Stored items:

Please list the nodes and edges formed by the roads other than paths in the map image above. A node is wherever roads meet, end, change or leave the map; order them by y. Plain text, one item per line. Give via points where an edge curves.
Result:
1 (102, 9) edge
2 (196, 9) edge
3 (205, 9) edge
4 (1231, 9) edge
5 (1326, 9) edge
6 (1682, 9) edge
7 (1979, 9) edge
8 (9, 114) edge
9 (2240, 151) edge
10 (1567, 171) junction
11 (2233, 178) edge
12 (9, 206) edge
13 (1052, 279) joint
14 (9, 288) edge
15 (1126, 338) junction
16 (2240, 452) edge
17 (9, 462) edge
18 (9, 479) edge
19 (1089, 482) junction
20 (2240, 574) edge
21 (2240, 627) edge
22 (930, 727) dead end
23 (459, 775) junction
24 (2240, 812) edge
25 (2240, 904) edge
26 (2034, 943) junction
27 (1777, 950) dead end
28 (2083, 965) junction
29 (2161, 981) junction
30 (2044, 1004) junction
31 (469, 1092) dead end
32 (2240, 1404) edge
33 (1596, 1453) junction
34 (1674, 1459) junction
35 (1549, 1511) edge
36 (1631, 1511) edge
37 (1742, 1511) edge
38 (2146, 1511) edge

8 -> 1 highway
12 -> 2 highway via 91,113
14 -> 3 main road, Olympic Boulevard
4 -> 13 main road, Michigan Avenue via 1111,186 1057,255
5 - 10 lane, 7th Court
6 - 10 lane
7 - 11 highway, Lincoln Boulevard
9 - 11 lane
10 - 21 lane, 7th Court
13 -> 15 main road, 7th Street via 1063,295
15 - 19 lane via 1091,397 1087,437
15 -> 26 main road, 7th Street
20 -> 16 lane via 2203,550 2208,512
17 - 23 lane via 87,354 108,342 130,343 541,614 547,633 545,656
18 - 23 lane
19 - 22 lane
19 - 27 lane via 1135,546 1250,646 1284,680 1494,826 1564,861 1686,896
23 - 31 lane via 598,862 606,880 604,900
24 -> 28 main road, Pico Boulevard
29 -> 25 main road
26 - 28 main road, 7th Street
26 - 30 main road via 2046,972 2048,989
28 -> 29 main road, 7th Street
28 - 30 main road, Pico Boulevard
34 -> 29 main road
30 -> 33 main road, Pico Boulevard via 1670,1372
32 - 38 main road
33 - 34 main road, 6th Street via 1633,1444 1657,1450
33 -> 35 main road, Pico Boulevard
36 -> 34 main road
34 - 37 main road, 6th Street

### WORK ITEM
Find the word "junction" in the entries, and copy every line it shows up in.

### ANSWER BOX
10 (1567, 171) junction
15 (1126, 338) junction
19 (1089, 482) junction
23 (459, 775) junction
26 (2034, 943) junction
28 (2083, 965) junction
29 (2161, 981) junction
30 (2044, 1004) junction
33 (1596, 1453) junction
34 (1674, 1459) junction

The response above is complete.